Estate planning can get complicated when it involves transferring a collection of art, cars or other such possessions. It gets trickier still for guns.
Whether it is grandpa’s Browning rifle from World War II, an antique pistol from the Revolutionary War passed down through generations, or a collection of hunting guns, firearms present some unique legal challenges. These often can be solved through the use of a so-called gun trust.
Typically set up as a revocable living trust, a gun trust is crafted specifically to hold firearms, with the gun owner generally acting as the trustee.
They are most commonly used to hold certain federally-restricted items, such as silencers because they can help cut down on some of the paperwork needed to possess, transfer and own such possessions. But estate planners say they are increasingly being used to create a road map for families left to handle a deceased loved-one's collection.

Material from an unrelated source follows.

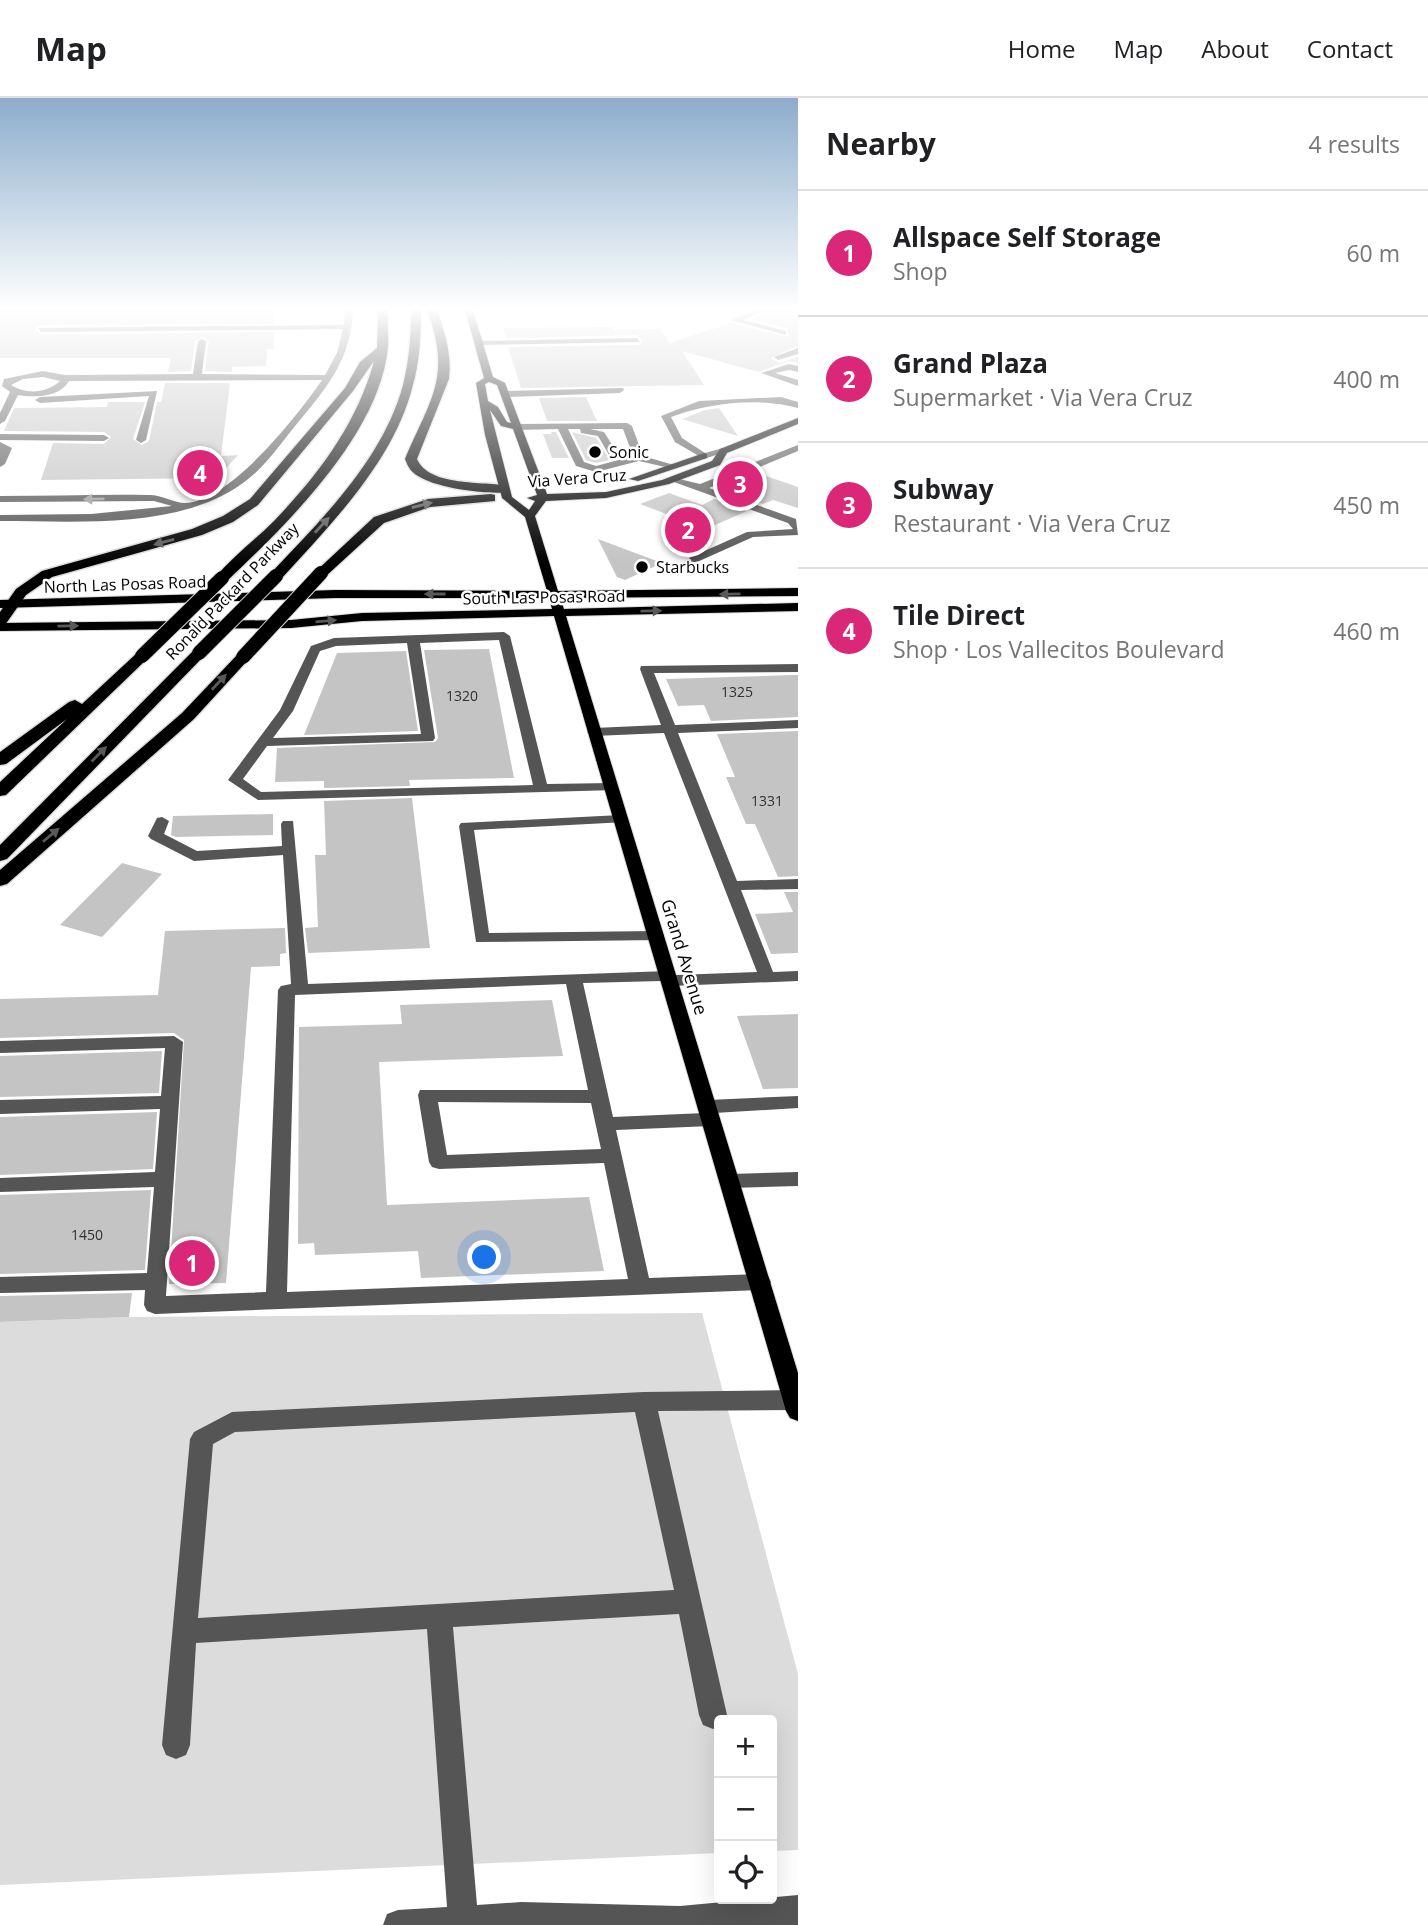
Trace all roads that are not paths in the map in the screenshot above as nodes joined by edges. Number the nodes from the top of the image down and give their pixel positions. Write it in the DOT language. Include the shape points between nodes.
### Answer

For one thing, many executors or trustees might not be familiar with state and federal laws for firearms, as well as safety, storage, or the best way to liquidate a collection. By setting up a specific gun trust, a successor trustee that is well-versed in firearms and the laws affecting them can be named to handle the transfer of the collection.
A big issue is often who would be the likely buyers and who to trust to treat your family fairly. Having a trustee with firearms knowledge can be helpful.
A successor trustee can make sure the beneficiaries are legally allowed to access or own the firearms. The U.S. Gun Control Act of 1968 bars giving or selling a gun to someone who is, for example, under indictment for a serious crime or is an addict. A trustee can also help create contingency plans in case a beneficiary becomes a so-called prohibited person at some point.
Another benefit of a gun trust: Avoiding the probate process that could expose a collection and the beneficiaries to becoming a part of the public record.
Privacy is especially important to many collectors with valuable items that could become the target of thieves.
A gun trust doesn’t always make sense for a client, especially if the heirs are likely to be experienced with firearms themselves. Trusts also aren’t usually worth creating for those with very few, lower-value firearms that aren’t subject to certain federal restrictions.